++++ Exercise material ++++

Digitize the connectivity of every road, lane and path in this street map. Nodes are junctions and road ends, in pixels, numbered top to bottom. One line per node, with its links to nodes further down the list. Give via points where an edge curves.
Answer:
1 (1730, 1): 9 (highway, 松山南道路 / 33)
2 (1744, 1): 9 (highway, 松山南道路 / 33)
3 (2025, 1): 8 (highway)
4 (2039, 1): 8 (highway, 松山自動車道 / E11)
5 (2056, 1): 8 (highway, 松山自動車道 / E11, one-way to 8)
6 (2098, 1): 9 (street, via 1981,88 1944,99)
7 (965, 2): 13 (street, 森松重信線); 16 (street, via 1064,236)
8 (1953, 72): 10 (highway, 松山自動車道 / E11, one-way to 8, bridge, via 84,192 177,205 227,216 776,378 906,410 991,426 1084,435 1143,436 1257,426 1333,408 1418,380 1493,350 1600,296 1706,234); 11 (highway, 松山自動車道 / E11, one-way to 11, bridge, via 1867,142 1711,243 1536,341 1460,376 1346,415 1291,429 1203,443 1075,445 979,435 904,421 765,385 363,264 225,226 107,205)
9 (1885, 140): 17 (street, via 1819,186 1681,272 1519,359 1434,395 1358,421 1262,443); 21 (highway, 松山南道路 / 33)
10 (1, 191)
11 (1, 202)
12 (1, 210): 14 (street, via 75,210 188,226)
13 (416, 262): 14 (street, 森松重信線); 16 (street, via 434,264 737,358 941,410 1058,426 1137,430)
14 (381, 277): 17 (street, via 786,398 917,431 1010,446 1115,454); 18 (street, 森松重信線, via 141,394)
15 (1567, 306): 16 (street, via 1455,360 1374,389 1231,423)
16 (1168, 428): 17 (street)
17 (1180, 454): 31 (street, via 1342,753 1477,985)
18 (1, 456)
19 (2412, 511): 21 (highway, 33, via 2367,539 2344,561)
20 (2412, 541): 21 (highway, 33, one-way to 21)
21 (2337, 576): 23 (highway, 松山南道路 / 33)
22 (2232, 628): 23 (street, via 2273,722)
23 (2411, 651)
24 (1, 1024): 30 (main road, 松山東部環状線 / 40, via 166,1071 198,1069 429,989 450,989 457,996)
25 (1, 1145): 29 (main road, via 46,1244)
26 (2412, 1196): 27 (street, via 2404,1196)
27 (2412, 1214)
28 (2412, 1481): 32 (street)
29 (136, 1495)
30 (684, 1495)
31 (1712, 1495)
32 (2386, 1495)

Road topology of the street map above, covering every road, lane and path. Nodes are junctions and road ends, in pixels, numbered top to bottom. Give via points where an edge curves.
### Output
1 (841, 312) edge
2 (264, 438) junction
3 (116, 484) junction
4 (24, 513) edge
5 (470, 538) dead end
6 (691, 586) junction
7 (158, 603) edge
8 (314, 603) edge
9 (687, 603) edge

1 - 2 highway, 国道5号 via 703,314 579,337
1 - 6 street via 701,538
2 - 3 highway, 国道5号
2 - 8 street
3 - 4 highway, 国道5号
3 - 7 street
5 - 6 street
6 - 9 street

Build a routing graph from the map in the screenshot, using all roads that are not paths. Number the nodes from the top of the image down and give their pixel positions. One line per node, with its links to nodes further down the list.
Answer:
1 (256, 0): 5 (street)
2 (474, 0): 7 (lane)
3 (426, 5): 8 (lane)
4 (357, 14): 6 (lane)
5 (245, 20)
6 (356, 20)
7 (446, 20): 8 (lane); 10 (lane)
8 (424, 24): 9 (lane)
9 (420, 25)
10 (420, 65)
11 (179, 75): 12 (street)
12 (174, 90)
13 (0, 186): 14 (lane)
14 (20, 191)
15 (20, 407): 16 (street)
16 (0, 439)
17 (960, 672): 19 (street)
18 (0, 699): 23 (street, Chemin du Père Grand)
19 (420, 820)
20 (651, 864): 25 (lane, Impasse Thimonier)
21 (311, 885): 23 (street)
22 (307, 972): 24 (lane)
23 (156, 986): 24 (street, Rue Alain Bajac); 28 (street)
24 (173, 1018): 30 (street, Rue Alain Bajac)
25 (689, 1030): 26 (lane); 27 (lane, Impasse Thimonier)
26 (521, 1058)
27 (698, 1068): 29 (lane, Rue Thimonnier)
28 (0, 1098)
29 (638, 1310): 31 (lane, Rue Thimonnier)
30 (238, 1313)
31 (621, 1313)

++++

### [Task item]
Reproduce the lines above. Leave each one as it is.

### [Answer section]
Digitize the connectivity of every road, lane and path in this street map. Nodes are junctions and road ends, in pixels, numbered top to bottom. One line per node, with its links to nodes further down the list. Give via points where an edge curves.
Answer:
1 (1730, 1): 9 (highway, 松山南道路 / 33)
2 (1744, 1): 9 (highway, 松山南道路 / 33)
3 (2025, 1): 8 (highway)
4 (2039, 1): 8 (highway, 松山自動車道 / E11)
5 (2056, 1): 8 (highway, 松山自動車道 / E11, one-way to 8)
6 (2098, 1): 9 (street, via 1981,88 1944,99)
7 (965, 2): 13 (street, 森松重信線); 16 (street, via 1064,236)
8 (1953, 72): 10 (highway, 松山自動車道 / E11, one-way to 8, bridge, via 84,192 177,205 227,216 776,378 906,410 991,426 1084,435 1143,436 1257,426 1333,408 1418,380 1493,350 1600,296 1706,234); 11 (highway, 松山自動車道 / E11, one-way to 11, bridge, via 1867,142 1711,243 1536,341 1460,376 1346,415 1291,429 1203,443 1075,445 979,435 904,421 765,385 363,264 225,226 107,205)
9 (1885, 140): 17 (street, via 1819,186 1681,272 1519,359 1434,395 1358,421 1262,443); 21 (highway, 松山南道路 / 33)
10 (1, 191)
11 (1, 202)
12 (1, 210): 14 (street, via 75,210 188,226)
13 (416, 262): 14 (street, 森松重信線); 16 (street, via 434,264 737,358 941,410 1058,426 1137,430)
14 (381, 277): 17 (street, via 786,398 917,431 1010,446 1115,454); 18 (street, 森松重信線, via 141,394)
15 (1567, 306): 16 (street, via 1455,360 1374,389 1231,423)
16 (1168, 428): 17 (street)
17 (1180, 454): 31 (street, via 1342,753 1477,985)
18 (1, 456)
19 (2412, 511): 21 (highway, 33, via 2367,539 2344,561)
20 (2412, 541): 21 (highway, 33, one-way to 21)
21 (2337, 576): 23 (highway, 松山南道路 / 33)
22 (2232, 628): 23 (street, via 2273,722)
23 (2411, 651)
24 (1, 1024): 30 (main road, 松山東部環状線 / 40, via 166,1071 198,1069 429,989 450,989 457,996)
25 (1, 1145): 29 (main road, via 46,1244)
26 (2412, 1196): 27 (street, via 2404,1196)
27 (2412, 1214)
28 (2412, 1481): 32 (street)
29 (136, 1495)
30 (684, 1495)
31 (1712, 1495)
32 (2386, 1495)

Road topology of the street map above, covering every road, lane and path. Nodes are junctions and road ends, in pixels, numbered top to bottom. Give via points where an edge curves.
### Output
1 (841, 312) edge
2 (264, 438) junction
3 (116, 484) junction
4 (24, 513) edge
5 (470, 538) dead end
6 (691, 586) junction
7 (158, 603) edge
8 (314, 603) edge
9 (687, 603) edge

1 - 2 highway, 国道5号 via 703,314 579,337
1 - 6 street via 701,538
2 - 3 highway, 国道5号
2 - 8 street
3 - 4 highway, 国道5号
3 - 7 street
5 - 6 street
6 - 9 street

Build a routing graph from the map in the screenshot, using all roads that are not paths. Number the nodes from the top of the image down and give their pixel positions. One line per node, with its links to nodes further down the list.
Answer:
1 (256, 0): 5 (street)
2 (474, 0): 7 (lane)
3 (426, 5): 8 (lane)
4 (357, 14): 6 (lane)
5 (245, 20)
6 (356, 20)
7 (446, 20): 8 (lane); 10 (lane)
8 (424, 24): 9 (lane)
9 (420, 25)
10 (420, 65)
11 (179, 75): 12 (street)
12 (174, 90)
13 (0, 186): 14 (lane)
14 (20, 191)
15 (20, 407): 16 (street)
16 (0, 439)
17 (960, 672): 19 (street)
18 (0, 699): 23 (street, Chemin du Père Grand)
19 (420, 820)
20 (651, 864): 25 (lane, Impasse Thimonier)
21 (311, 885): 23 (street)
22 (307, 972): 24 (lane)
23 (156, 986): 24 (street, Rue Alain Bajac); 28 (street)
24 (173, 1018): 30 (street, Rue Alain Bajac)
25 (689, 1030): 26 (lane); 27 (lane, Impasse Thimonier)
26 (521, 1058)
27 (698, 1068): 29 (lane, Rue Thimonnier)
28 (0, 1098)
29 (638, 1310): 31 (lane, Rue Thimonnier)
30 (238, 1313)
31 (621, 1313)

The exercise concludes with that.